> **Problem details**
Report how many lines in the records below contain the word "paths". Give only the number.

_ _ _ _ _ _ _

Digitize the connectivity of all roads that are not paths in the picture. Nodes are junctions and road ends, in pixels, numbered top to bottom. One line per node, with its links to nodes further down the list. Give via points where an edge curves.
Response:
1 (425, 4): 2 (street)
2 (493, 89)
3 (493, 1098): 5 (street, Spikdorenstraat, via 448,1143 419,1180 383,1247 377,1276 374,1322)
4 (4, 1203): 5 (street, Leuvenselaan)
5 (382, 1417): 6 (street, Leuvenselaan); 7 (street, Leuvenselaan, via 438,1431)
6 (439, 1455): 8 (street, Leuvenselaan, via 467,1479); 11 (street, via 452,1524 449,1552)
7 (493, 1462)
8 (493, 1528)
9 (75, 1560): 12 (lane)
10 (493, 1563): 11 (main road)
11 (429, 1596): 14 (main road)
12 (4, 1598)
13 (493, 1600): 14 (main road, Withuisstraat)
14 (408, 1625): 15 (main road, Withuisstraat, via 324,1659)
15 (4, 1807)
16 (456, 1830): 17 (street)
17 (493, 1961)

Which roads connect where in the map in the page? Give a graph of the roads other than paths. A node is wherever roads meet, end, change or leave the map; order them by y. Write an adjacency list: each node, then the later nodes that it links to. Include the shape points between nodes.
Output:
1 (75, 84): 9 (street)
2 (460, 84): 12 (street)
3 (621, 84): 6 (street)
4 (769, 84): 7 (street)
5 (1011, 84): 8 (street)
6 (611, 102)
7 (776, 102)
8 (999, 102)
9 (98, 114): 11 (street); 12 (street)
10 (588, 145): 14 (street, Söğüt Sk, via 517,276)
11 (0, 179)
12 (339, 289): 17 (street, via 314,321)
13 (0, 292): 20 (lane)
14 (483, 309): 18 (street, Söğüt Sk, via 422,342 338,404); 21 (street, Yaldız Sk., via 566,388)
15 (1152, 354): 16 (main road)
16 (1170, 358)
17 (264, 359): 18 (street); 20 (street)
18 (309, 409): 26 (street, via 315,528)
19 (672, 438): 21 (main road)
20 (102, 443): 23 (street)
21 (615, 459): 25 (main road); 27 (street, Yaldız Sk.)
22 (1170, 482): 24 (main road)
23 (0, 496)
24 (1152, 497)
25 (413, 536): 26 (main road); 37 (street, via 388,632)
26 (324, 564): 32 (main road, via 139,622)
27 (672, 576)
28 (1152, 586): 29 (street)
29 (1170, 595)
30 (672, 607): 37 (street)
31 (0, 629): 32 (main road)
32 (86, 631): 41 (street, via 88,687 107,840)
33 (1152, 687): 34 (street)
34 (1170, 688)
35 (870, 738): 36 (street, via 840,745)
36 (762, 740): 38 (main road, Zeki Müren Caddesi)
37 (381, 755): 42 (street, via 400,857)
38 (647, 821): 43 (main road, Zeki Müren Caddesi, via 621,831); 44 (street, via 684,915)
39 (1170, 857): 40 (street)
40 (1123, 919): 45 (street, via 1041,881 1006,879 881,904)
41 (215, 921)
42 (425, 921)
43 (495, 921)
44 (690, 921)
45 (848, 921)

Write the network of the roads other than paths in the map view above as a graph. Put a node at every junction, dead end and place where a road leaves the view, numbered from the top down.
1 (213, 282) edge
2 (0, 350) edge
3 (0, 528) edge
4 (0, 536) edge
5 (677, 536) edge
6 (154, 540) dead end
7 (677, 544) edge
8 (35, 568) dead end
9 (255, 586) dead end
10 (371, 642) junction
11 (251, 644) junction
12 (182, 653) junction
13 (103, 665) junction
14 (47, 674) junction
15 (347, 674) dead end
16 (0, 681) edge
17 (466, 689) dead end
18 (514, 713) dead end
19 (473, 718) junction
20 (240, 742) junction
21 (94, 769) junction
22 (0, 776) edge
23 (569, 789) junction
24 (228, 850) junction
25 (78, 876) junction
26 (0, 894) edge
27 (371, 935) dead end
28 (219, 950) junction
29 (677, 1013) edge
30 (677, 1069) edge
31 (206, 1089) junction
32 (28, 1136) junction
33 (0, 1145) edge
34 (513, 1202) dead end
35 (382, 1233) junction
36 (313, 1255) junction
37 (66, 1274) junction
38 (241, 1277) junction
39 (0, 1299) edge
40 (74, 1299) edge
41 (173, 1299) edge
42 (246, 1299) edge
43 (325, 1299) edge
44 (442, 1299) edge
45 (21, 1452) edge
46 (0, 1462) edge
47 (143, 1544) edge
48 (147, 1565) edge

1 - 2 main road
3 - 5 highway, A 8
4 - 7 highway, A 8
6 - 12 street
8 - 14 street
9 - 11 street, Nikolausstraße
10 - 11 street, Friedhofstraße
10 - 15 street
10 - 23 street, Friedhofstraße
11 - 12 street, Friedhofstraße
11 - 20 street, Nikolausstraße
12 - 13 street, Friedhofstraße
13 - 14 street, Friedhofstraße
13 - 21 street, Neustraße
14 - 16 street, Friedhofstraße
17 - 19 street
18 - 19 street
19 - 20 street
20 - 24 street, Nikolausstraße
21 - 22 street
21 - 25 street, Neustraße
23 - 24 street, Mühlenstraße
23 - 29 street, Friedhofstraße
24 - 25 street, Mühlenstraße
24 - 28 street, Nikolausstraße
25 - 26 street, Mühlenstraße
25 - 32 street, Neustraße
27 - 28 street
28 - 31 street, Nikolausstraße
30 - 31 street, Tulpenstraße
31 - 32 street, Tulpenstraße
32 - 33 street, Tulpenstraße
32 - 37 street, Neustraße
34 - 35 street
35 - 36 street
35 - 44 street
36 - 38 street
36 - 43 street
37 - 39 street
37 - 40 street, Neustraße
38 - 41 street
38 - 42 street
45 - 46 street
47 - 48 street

_ _ _ _ _ _ _

> **Response box**
3